[[ Records to process, beginning ]]

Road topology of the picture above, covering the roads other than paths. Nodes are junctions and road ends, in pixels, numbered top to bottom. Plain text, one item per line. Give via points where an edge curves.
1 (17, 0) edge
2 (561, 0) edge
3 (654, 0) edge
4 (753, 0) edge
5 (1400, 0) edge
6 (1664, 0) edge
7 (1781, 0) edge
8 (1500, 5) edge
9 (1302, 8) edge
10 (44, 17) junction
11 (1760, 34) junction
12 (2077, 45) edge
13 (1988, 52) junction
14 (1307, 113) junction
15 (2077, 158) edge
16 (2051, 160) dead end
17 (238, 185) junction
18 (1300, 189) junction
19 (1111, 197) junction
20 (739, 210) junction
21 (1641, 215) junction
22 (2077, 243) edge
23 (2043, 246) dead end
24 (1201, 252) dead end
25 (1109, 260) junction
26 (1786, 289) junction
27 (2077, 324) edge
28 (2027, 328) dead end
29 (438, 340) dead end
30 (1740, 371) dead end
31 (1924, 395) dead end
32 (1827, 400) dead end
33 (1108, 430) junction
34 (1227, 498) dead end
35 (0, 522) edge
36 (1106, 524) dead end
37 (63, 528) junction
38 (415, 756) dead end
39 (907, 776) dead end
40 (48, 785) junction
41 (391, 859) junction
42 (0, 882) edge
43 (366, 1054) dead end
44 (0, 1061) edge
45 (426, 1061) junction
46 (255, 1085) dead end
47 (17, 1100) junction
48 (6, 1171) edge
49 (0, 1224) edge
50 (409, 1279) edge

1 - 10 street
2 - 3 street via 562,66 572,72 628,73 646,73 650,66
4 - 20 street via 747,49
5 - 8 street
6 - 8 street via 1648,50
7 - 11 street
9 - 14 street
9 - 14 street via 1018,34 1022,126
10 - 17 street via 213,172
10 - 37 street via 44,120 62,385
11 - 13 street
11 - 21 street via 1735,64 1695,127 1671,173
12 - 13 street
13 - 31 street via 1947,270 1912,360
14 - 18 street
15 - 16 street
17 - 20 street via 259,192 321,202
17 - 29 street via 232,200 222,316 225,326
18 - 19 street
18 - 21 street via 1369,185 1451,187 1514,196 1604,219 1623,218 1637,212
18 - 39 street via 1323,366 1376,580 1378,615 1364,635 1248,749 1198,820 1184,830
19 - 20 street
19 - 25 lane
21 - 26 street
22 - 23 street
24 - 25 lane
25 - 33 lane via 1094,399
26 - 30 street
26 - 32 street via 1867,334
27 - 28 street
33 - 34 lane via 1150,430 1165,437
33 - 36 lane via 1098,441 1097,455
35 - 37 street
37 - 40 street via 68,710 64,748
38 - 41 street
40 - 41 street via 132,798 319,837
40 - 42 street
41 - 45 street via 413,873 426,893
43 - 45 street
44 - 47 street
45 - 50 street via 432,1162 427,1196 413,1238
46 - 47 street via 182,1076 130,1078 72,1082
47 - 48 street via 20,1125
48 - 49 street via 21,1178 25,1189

[[ Records to process, end ]]

Problem statement: Exactly as shown above, write out all the records.

Problem solution:
Road topology of the picture above, covering the roads other than paths. Nodes are junctions and road ends, in pixels, numbered top to bottom. Plain text, one item per line. Give via points where an edge curves.
1 (17, 0) edge
2 (561, 0) edge
3 (654, 0) edge
4 (753, 0) edge
5 (1400, 0) edge
6 (1664, 0) edge
7 (1781, 0) edge
8 (1500, 5) edge
9 (1302, 8) edge
10 (44, 17) junction
11 (1760, 34) junction
12 (2077, 45) edge
13 (1988, 52) junction
14 (1307, 113) junction
15 (2077, 158) edge
16 (2051, 160) dead end
17 (238, 185) junction
18 (1300, 189) junction
19 (1111, 197) junction
20 (739, 210) junction
21 (1641, 215) junction
22 (2077, 243) edge
23 (2043, 246) dead end
24 (1201, 252) dead end
25 (1109, 260) junction
26 (1786, 289) junction
27 (2077, 324) edge
28 (2027, 328) dead end
29 (438, 340) dead end
30 (1740, 371) dead end
31 (1924, 395) dead end
32 (1827, 400) dead end
33 (1108, 430) junction
34 (1227, 498) dead end
35 (0, 522) edge
36 (1106, 524) dead end
37 (63, 528) junction
38 (415, 756) dead end
39 (907, 776) dead end
40 (48, 785) junction
41 (391, 859) junction
42 (0, 882) edge
43 (366, 1054) dead end
44 (0, 1061) edge
45 (426, 1061) junction
46 (255, 1085) dead end
47 (17, 1100) junction
48 (6, 1171) edge
49 (0, 1224) edge
50 (409, 1279) edge

1 - 10 street
2 - 3 street via 562,66 572,72 628,73 646,73 650,66
4 - 20 street via 747,49
5 - 8 street
6 - 8 street via 1648,50
7 - 11 street
9 - 14 street
9 - 14 street via 1018,34 1022,126
10 - 17 street via 213,172
10 - 37 street via 44,120 62,385
11 - 13 street
11 - 21 street via 1735,64 1695,127 1671,173
12 - 13 street
13 - 31 street via 1947,270 1912,360
14 - 18 street
15 - 16 street
17 - 20 street via 259,192 321,202
17 - 29 street via 232,200 222,316 225,326
18 - 19 street
18 - 21 street via 1369,185 1451,187 1514,196 1604,219 1623,218 1637,212
18 - 39 street via 1323,366 1376,580 1378,615 1364,635 1248,749 1198,820 1184,830
19 - 20 street
19 - 25 lane
21 - 26 street
22 - 23 street
24 - 25 lane
25 - 33 lane via 1094,399
26 - 30 street
26 - 32 street via 1867,334
27 - 28 street
33 - 34 lane via 1150,430 1165,437
33 - 36 lane via 1098,441 1097,455
35 - 37 street
37 - 40 street via 68,710 64,748
38 - 41 street
40 - 41 street via 132,798 319,837
40 - 42 street
41 - 45 street via 413,873 426,893
43 - 45 street
44 - 47 street
45 - 50 street via 432,1162 427,1196 413,1238
46 - 47 street via 182,1076 130,1078 72,1082
47 - 48 street via 20,1125
48 - 49 street via 21,1178 25,1189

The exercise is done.